-- Opening Marker --

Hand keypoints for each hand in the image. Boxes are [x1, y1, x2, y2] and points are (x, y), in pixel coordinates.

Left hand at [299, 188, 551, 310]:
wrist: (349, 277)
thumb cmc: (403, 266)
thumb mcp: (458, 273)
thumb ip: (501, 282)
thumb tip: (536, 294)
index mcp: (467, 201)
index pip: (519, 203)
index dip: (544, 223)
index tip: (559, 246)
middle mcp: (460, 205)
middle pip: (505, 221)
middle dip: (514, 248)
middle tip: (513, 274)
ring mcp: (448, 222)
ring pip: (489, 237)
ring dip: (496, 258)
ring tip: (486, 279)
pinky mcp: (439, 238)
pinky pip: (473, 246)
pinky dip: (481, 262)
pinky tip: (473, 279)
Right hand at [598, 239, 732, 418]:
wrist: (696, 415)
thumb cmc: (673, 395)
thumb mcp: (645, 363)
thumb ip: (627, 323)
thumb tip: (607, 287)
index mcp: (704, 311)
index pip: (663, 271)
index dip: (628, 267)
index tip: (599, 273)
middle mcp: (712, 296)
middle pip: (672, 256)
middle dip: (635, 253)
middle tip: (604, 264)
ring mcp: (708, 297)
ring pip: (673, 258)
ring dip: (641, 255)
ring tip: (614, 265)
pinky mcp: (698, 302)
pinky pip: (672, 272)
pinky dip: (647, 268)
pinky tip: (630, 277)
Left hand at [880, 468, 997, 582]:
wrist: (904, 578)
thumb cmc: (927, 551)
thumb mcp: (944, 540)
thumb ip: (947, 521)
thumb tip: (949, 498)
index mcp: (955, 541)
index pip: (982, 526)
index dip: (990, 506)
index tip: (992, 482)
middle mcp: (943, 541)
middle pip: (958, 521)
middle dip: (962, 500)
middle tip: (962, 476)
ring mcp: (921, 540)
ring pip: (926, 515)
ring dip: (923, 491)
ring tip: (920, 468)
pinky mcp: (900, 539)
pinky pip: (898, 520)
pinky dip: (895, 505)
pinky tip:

-- Closing Marker --

● YOUR TASK
Reproduce each entry word for word.

● SOLUTION TO THIS EXERCISE
Hand keypoints for each hand in the image. Boxes are [x1, y1, x2, y2] and points are (x, y), in pixel coordinates.

Left hand at [299, 188, 551, 310]:
wrist: (349, 277)
thumb cmc: (403, 266)
thumb mcp: (458, 273)
thumb ip: (501, 282)
thumb tip: (536, 294)
index mcp: (467, 201)
index pip: (519, 203)
index dip: (544, 223)
index tip: (559, 246)
middle mcp: (460, 205)
middle pip: (505, 221)
middle dip: (514, 248)
middle tip: (513, 274)
ring mcp: (448, 222)
ring pip: (489, 237)
ring dip: (496, 258)
ring tip: (486, 279)
pinky mcp: (439, 238)
pinky pip: (473, 246)
pinky dip: (481, 262)
pinky tip: (473, 279)
Right hand at [598, 239, 732, 418]:
wrist: (696, 415)
thumb cmc: (673, 395)
thumb mcp: (645, 363)
thumb ip: (627, 323)
thumb tip: (607, 287)
index mcp: (704, 311)
index pip: (663, 271)
index dip: (628, 267)
index tip: (599, 273)
middle mcp: (712, 296)
middle pip: (672, 256)
middle dip: (635, 253)
middle tip: (604, 264)
ring mcp: (708, 297)
ring pip: (673, 258)
ring dip: (641, 255)
ring tip: (614, 265)
pinky mcp: (698, 302)
pinky pip: (672, 272)
pinky dip: (647, 268)
pinky tip: (630, 277)
Left hand at [880, 468, 997, 582]:
wrist: (904, 578)
thumb cmc: (927, 551)
thumb mcp: (944, 540)
thumb ip: (947, 521)
thumb tip: (949, 498)
index mcp: (955, 541)
index pip: (982, 526)
index dip: (990, 506)
index tip: (992, 482)
middle mcp: (943, 541)
middle pip: (958, 521)
middle dip: (962, 500)
middle tip: (962, 476)
ring mcp: (921, 540)
ring pip: (926, 515)
ring dip: (923, 491)
ring tip: (920, 468)
pinky mcp: (900, 539)
pinky pip: (898, 520)
pinky dip: (895, 505)
pinky tip:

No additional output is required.